• Exercise aim: Read the data and repeat all of it exactly.

• Provided records:
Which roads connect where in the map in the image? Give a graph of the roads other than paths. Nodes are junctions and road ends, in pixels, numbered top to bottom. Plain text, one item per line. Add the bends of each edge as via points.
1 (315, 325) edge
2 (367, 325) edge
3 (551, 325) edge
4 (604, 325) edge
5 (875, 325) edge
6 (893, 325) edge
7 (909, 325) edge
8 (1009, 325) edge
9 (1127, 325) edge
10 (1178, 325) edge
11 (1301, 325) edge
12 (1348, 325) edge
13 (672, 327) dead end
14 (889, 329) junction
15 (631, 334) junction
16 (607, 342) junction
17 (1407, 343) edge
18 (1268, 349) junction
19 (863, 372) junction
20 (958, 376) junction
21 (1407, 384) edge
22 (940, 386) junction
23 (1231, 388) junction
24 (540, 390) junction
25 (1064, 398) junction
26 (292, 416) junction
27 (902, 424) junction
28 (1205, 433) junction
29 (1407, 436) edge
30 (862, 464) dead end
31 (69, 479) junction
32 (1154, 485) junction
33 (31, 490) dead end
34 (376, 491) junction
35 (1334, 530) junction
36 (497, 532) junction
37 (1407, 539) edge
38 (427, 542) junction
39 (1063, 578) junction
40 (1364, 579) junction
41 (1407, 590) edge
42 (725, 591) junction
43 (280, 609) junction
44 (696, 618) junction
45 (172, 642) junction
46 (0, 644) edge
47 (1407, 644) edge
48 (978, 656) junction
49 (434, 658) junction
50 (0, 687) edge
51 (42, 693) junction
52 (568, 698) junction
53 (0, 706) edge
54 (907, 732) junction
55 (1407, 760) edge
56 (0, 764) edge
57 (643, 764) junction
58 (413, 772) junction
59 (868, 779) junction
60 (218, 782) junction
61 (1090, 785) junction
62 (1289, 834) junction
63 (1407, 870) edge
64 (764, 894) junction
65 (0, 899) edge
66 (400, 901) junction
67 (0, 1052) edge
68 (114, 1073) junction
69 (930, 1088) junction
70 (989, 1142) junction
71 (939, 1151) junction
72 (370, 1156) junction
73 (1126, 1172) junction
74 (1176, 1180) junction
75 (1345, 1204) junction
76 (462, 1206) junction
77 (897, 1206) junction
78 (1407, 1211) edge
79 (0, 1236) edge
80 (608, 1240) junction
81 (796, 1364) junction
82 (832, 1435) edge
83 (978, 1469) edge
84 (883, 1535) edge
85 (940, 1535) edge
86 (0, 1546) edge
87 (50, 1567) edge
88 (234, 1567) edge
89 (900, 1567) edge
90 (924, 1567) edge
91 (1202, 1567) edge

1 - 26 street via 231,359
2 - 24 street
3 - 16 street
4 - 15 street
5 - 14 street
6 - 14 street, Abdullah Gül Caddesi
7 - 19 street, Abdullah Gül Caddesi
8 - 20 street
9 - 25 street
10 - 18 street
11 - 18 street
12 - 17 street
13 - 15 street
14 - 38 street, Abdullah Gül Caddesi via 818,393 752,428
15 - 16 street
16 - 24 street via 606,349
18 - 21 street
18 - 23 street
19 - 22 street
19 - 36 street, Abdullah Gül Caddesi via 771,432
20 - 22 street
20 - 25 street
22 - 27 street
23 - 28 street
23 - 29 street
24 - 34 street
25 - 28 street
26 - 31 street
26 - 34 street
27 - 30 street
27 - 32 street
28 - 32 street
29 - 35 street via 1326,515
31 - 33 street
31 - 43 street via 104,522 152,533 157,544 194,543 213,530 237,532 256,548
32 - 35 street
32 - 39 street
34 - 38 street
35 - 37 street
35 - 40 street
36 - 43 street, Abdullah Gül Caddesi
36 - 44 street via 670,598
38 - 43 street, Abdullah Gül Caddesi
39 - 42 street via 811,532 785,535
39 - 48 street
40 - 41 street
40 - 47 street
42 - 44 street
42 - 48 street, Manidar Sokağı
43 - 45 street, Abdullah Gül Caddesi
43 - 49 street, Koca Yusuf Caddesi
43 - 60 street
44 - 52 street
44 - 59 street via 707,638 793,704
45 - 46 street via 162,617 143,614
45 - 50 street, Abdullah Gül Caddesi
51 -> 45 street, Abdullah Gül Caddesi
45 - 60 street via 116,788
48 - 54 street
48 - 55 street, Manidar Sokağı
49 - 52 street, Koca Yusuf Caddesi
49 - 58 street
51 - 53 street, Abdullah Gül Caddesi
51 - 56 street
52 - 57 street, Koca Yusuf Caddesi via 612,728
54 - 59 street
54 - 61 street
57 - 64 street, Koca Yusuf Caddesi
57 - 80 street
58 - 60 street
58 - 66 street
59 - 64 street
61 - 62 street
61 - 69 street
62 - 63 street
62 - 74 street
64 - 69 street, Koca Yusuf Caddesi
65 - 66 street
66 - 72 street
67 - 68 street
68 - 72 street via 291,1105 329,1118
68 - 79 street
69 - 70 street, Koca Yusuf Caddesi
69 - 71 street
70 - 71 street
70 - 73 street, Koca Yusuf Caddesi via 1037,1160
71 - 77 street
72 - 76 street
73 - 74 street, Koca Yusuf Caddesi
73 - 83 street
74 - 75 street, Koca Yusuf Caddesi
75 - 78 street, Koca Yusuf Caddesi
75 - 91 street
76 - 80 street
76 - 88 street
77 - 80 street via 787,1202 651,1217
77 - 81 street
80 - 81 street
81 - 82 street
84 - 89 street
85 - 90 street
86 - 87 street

• Solution for this exercise:
Which roads connect where in the map in the image? Give a graph of the roads other than paths. Nodes are junctions and road ends, in pixels, numbered top to bottom. Plain text, one item per line. Add the bends of each edge as via points.
1 (315, 325) edge
2 (367, 325) edge
3 (551, 325) edge
4 (604, 325) edge
5 (875, 325) edge
6 (893, 325) edge
7 (909, 325) edge
8 (1009, 325) edge
9 (1127, 325) edge
10 (1178, 325) edge
11 (1301, 325) edge
12 (1348, 325) edge
13 (672, 327) dead end
14 (889, 329) junction
15 (631, 334) junction
16 (607, 342) junction
17 (1407, 343) edge
18 (1268, 349) junction
19 (863, 372) junction
20 (958, 376) junction
21 (1407, 384) edge
22 (940, 386) junction
23 (1231, 388) junction
24 (540, 390) junction
25 (1064, 398) junction
26 (292, 416) junction
27 (902, 424) junction
28 (1205, 433) junction
29 (1407, 436) edge
30 (862, 464) dead end
31 (69, 479) junction
32 (1154, 485) junction
33 (31, 490) dead end
34 (376, 491) junction
35 (1334, 530) junction
36 (497, 532) junction
37 (1407, 539) edge
38 (427, 542) junction
39 (1063, 578) junction
40 (1364, 579) junction
41 (1407, 590) edge
42 (725, 591) junction
43 (280, 609) junction
44 (696, 618) junction
45 (172, 642) junction
46 (0, 644) edge
47 (1407, 644) edge
48 (978, 656) junction
49 (434, 658) junction
50 (0, 687) edge
51 (42, 693) junction
52 (568, 698) junction
53 (0, 706) edge
54 (907, 732) junction
55 (1407, 760) edge
56 (0, 764) edge
57 (643, 764) junction
58 (413, 772) junction
59 (868, 779) junction
60 (218, 782) junction
61 (1090, 785) junction
62 (1289, 834) junction
63 (1407, 870) edge
64 (764, 894) junction
65 (0, 899) edge
66 (400, 901) junction
67 (0, 1052) edge
68 (114, 1073) junction
69 (930, 1088) junction
70 (989, 1142) junction
71 (939, 1151) junction
72 (370, 1156) junction
73 (1126, 1172) junction
74 (1176, 1180) junction
75 (1345, 1204) junction
76 (462, 1206) junction
77 (897, 1206) junction
78 (1407, 1211) edge
79 (0, 1236) edge
80 (608, 1240) junction
81 (796, 1364) junction
82 (832, 1435) edge
83 (978, 1469) edge
84 (883, 1535) edge
85 (940, 1535) edge
86 (0, 1546) edge
87 (50, 1567) edge
88 (234, 1567) edge
89 (900, 1567) edge
90 (924, 1567) edge
91 (1202, 1567) edge

1 - 26 street via 231,359
2 - 24 street
3 - 16 street
4 - 15 street
5 - 14 street
6 - 14 street, Abdullah Gül Caddesi
7 - 19 street, Abdullah Gül Caddesi
8 - 20 street
9 - 25 street
10 - 18 street
11 - 18 street
12 - 17 street
13 - 15 street
14 - 38 street, Abdullah Gül Caddesi via 818,393 752,428
15 - 16 street
16 - 24 street via 606,349
18 - 21 street
18 - 23 street
19 - 22 street
19 - 36 street, Abdullah Gül Caddesi via 771,432
20 - 22 street
20 - 25 street
22 - 27 street
23 - 28 street
23 - 29 street
24 - 34 street
25 - 28 street
26 - 31 street
26 - 34 street
27 - 30 street
27 - 32 street
28 - 32 street
29 - 35 street via 1326,515
31 - 33 street
31 - 43 street via 104,522 152,533 157,544 194,543 213,530 237,532 256,548
32 - 35 street
32 - 39 street
34 - 38 street
35 - 37 street
35 - 40 street
36 - 43 street, Abdullah Gül Caddesi
36 - 44 street via 670,598
38 - 43 street, Abdullah Gül Caddesi
39 - 42 street via 811,532 785,535
39 - 48 street
40 - 41 street
40 - 47 street
42 - 44 street
42 - 48 street, Manidar Sokağı
43 - 45 street, Abdullah Gül Caddesi
43 - 49 street, Koca Yusuf Caddesi
43 - 60 street
44 - 52 street
44 - 59 street via 707,638 793,704
45 - 46 street via 162,617 143,614
45 - 50 street, Abdullah Gül Caddesi
51 -> 45 street, Abdullah Gül Caddesi
45 - 60 street via 116,788
48 - 54 street
48 - 55 street, Manidar Sokağı
49 - 52 street, Koca Yusuf Caddesi
49 - 58 street
51 - 53 street, Abdullah Gül Caddesi
51 - 56 street
52 - 57 street, Koca Yusuf Caddesi via 612,728
54 - 59 street
54 - 61 street
57 - 64 street, Koca Yusuf Caddesi
57 - 80 street
58 - 60 street
58 - 66 street
59 - 64 street
61 - 62 street
61 - 69 street
62 - 63 street
62 - 74 street
64 - 69 street, Koca Yusuf Caddesi
65 - 66 street
66 - 72 street
67 - 68 street
68 - 72 street via 291,1105 329,1118
68 - 79 street
69 - 70 street, Koca Yusuf Caddesi
69 - 71 street
70 - 71 street
70 - 73 street, Koca Yusuf Caddesi via 1037,1160
71 - 77 street
72 - 76 street
73 - 74 street, Koca Yusuf Caddesi
73 - 83 street
74 - 75 street, Koca Yusuf Caddesi
75 - 78 street, Koca Yusuf Caddesi
75 - 91 street
76 - 80 street
76 - 88 street
77 - 80 street via 787,1202 651,1217
77 - 81 street
80 - 81 street
81 - 82 street
84 - 89 street
85 - 90 street
86 - 87 street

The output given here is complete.